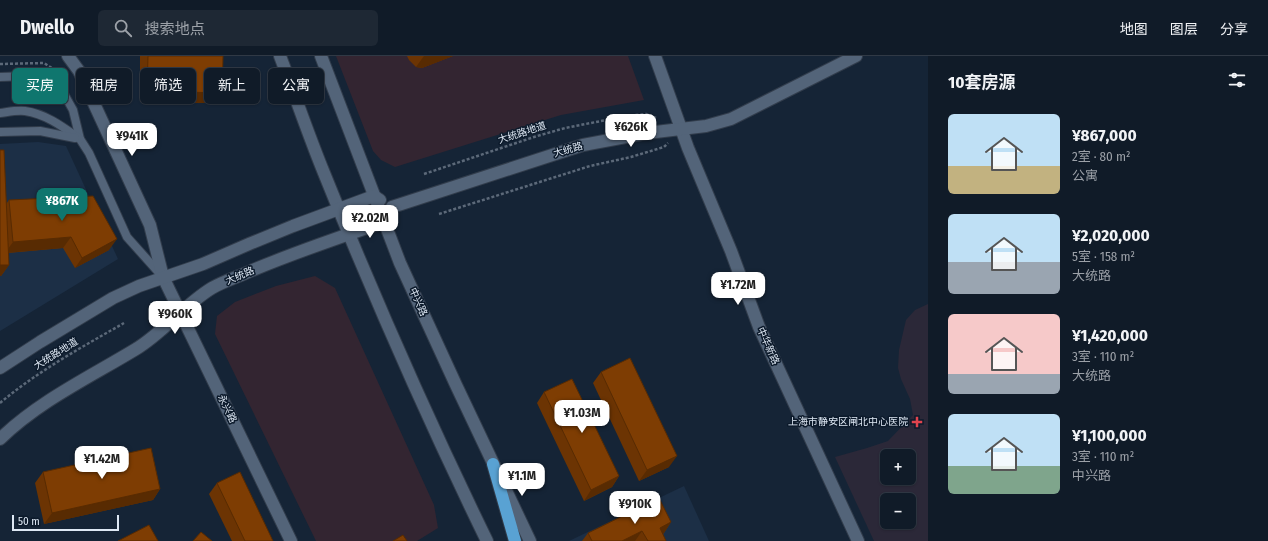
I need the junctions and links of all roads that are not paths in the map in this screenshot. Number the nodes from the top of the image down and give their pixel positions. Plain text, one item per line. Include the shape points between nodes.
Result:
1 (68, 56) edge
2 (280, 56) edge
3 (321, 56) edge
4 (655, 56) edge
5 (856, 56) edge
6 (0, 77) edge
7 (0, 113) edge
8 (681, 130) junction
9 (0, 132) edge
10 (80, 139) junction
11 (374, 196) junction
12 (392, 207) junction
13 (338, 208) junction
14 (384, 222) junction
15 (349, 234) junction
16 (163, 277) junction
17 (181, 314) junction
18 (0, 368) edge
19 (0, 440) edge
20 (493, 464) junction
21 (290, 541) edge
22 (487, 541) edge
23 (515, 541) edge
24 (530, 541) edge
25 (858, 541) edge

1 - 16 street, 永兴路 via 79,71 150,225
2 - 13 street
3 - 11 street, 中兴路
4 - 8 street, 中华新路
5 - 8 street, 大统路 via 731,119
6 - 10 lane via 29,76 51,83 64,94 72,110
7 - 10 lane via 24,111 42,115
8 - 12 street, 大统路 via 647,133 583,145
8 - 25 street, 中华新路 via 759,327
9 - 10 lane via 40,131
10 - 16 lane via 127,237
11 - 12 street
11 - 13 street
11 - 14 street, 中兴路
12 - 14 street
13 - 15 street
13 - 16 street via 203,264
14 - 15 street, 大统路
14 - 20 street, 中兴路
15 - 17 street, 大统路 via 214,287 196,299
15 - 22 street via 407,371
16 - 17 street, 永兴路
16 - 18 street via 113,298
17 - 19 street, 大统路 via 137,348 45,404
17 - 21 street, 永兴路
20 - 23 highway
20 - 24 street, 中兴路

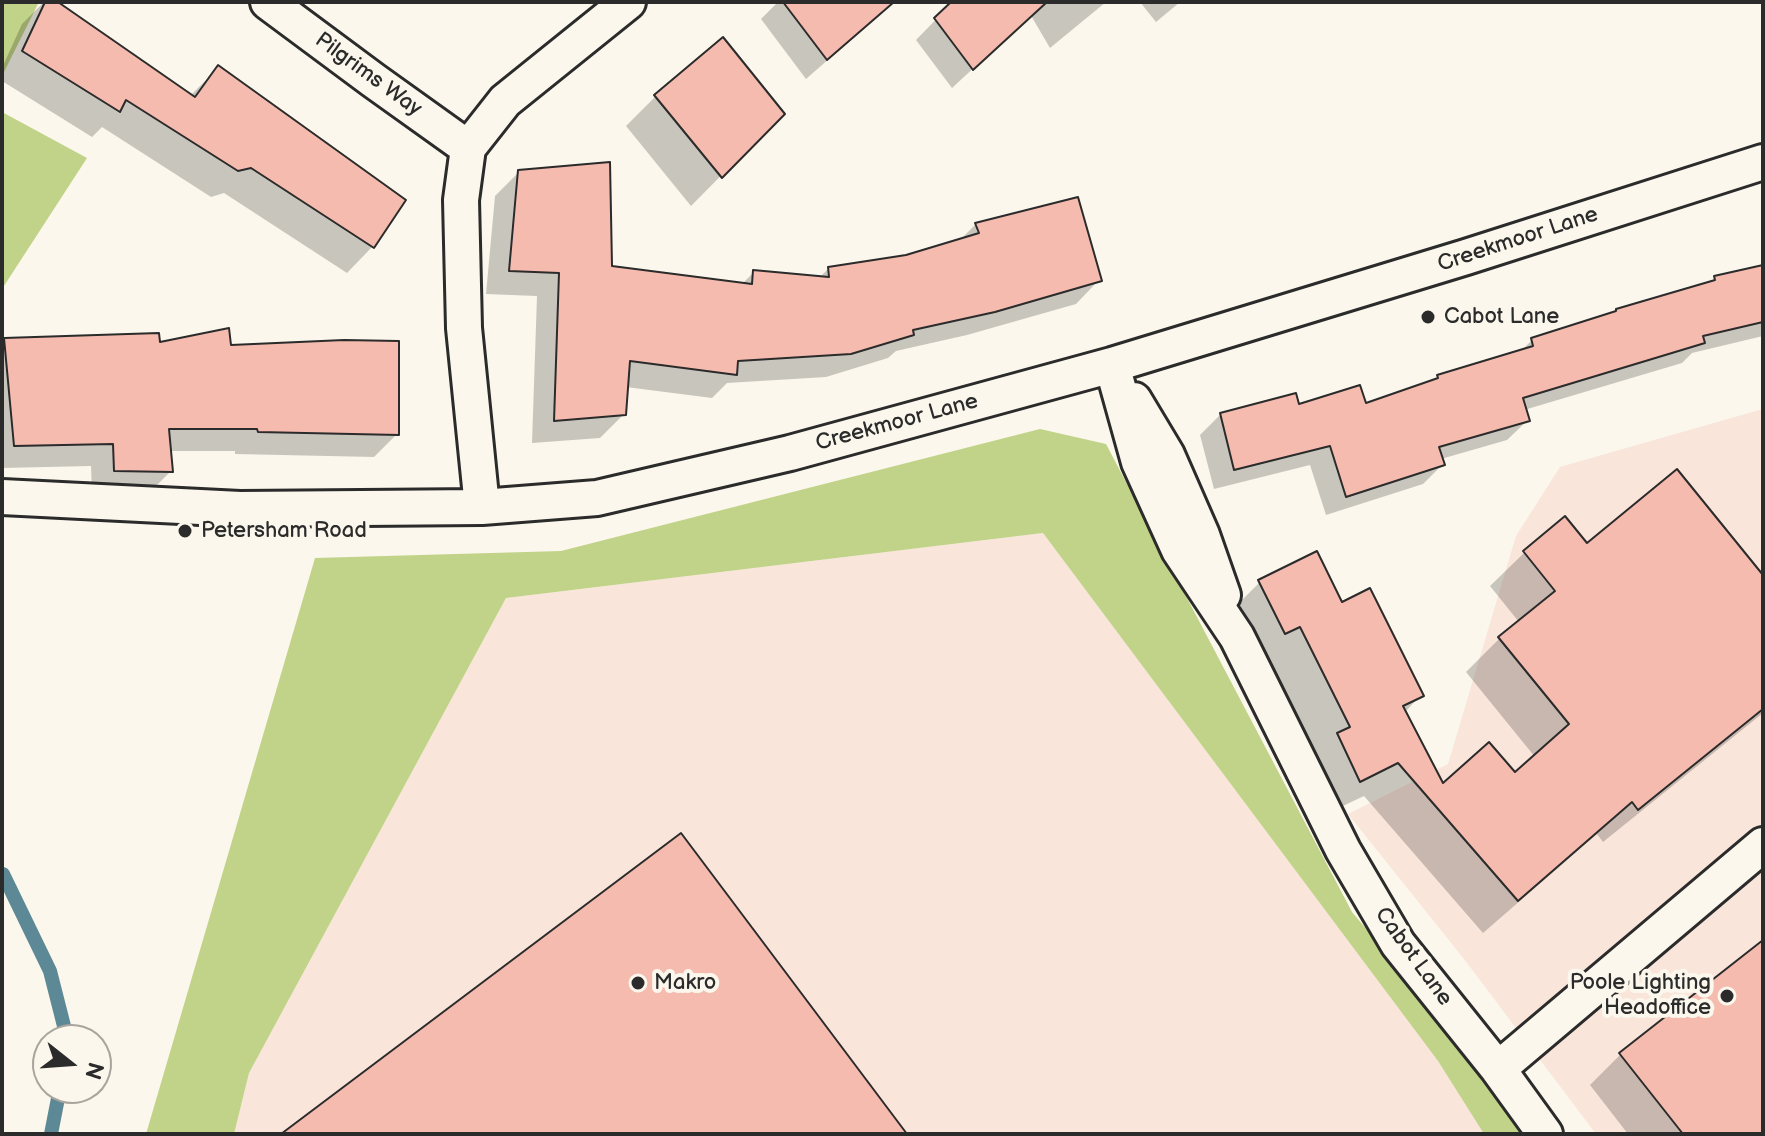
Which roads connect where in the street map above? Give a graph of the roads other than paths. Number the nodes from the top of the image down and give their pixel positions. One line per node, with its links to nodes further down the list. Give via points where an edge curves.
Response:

_____

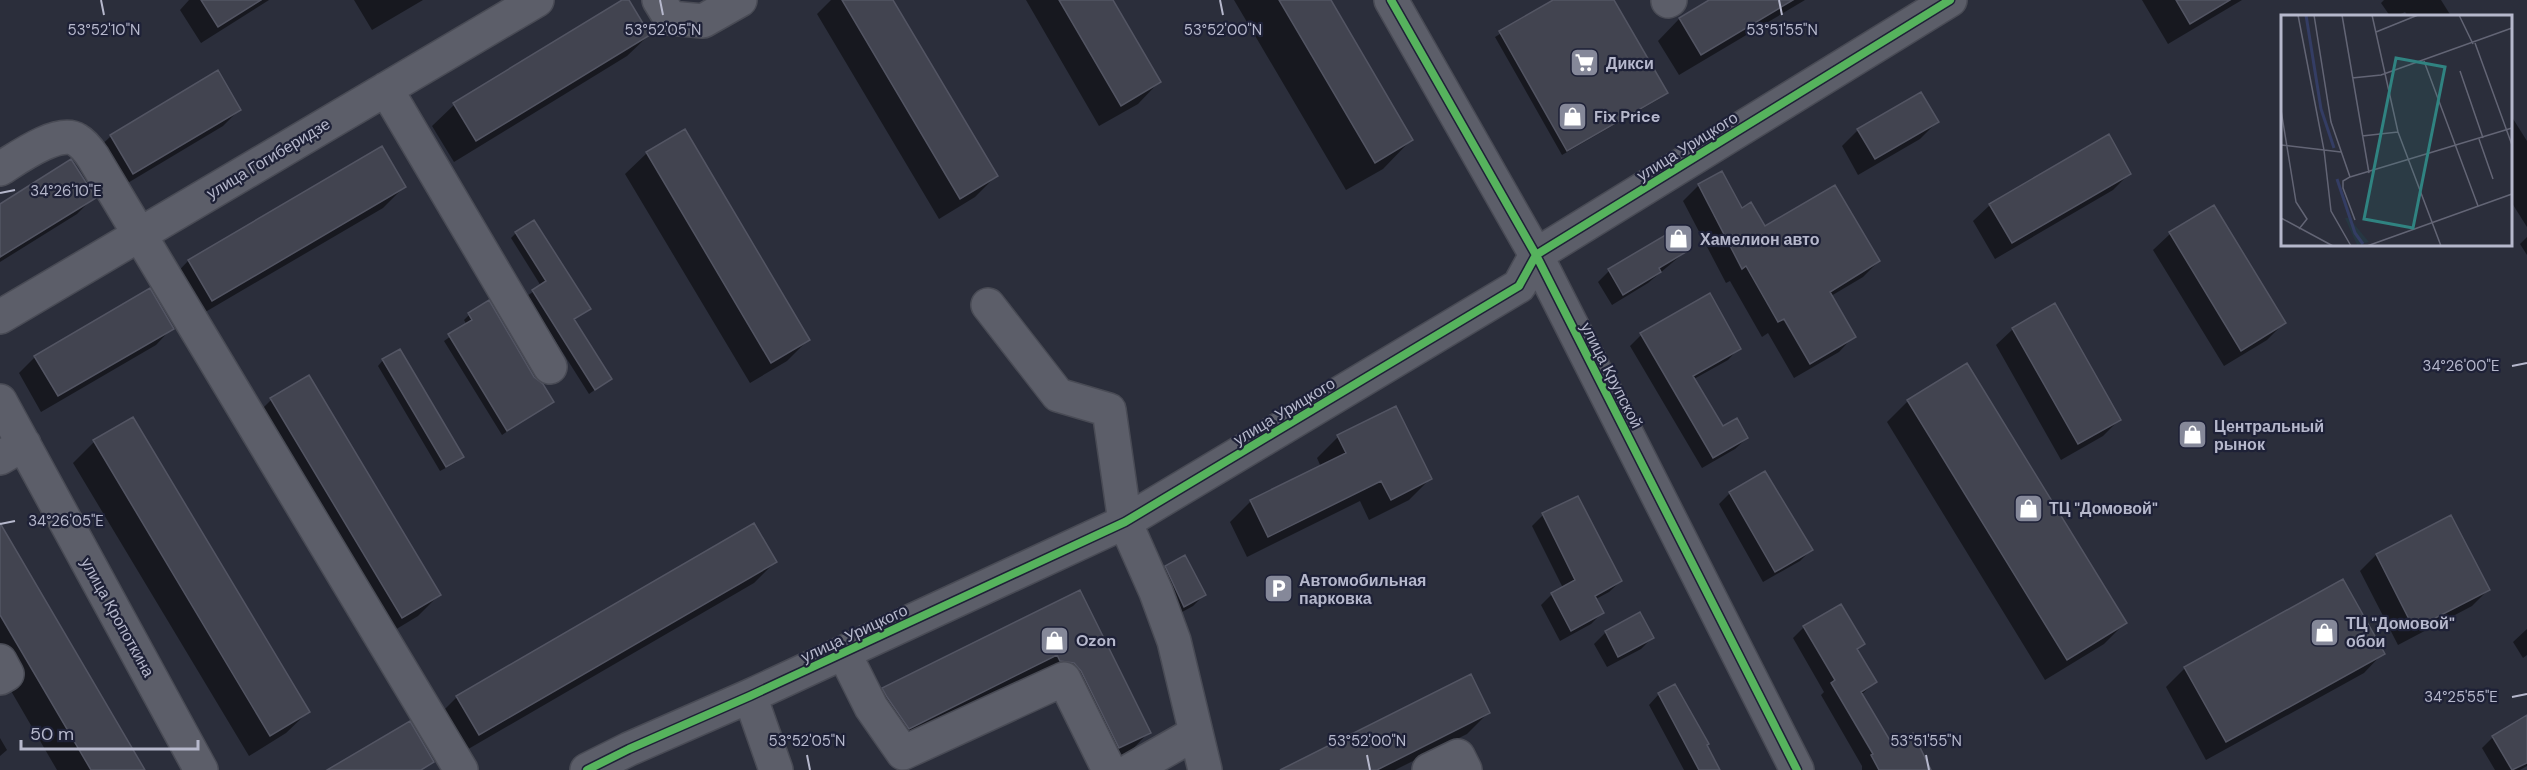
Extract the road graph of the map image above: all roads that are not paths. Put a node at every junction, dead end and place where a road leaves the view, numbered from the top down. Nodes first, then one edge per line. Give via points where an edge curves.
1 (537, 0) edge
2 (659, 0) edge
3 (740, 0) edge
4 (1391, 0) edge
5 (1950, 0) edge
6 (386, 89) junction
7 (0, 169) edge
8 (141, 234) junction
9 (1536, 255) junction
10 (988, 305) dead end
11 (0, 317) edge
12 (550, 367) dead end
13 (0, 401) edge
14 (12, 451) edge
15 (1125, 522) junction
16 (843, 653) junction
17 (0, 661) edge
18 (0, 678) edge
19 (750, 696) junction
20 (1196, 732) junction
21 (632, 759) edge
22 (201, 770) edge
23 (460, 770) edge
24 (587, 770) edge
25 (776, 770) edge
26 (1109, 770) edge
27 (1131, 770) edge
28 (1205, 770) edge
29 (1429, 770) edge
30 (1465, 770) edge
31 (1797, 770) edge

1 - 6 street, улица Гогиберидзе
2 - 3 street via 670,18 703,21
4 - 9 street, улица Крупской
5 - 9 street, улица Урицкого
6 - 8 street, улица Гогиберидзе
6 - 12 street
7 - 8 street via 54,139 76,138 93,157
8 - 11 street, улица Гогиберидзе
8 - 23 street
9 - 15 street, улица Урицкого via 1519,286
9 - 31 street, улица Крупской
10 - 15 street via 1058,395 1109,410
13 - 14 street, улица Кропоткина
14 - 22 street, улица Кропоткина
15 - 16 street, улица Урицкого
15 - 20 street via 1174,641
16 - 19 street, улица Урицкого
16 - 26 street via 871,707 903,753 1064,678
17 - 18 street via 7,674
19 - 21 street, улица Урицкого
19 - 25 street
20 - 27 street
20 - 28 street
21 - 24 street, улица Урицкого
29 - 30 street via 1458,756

_____

— Goal of the exercise —
Write out each line above with the word "their".

— The answer —
I need the junctions and links of all roads that are not paths in the map in this screenshot. Number the nodes from the top of the image down and give their pixel positions. Plain text, one item per line. Include the shape points between nodes.
Which roads connect where in the street map above? Give a graph of the roads other than paths. Number the nodes from the top of the image down and give their pixel positions. One line per node, with its links to nodes further down the list. Give via points where an edge curves.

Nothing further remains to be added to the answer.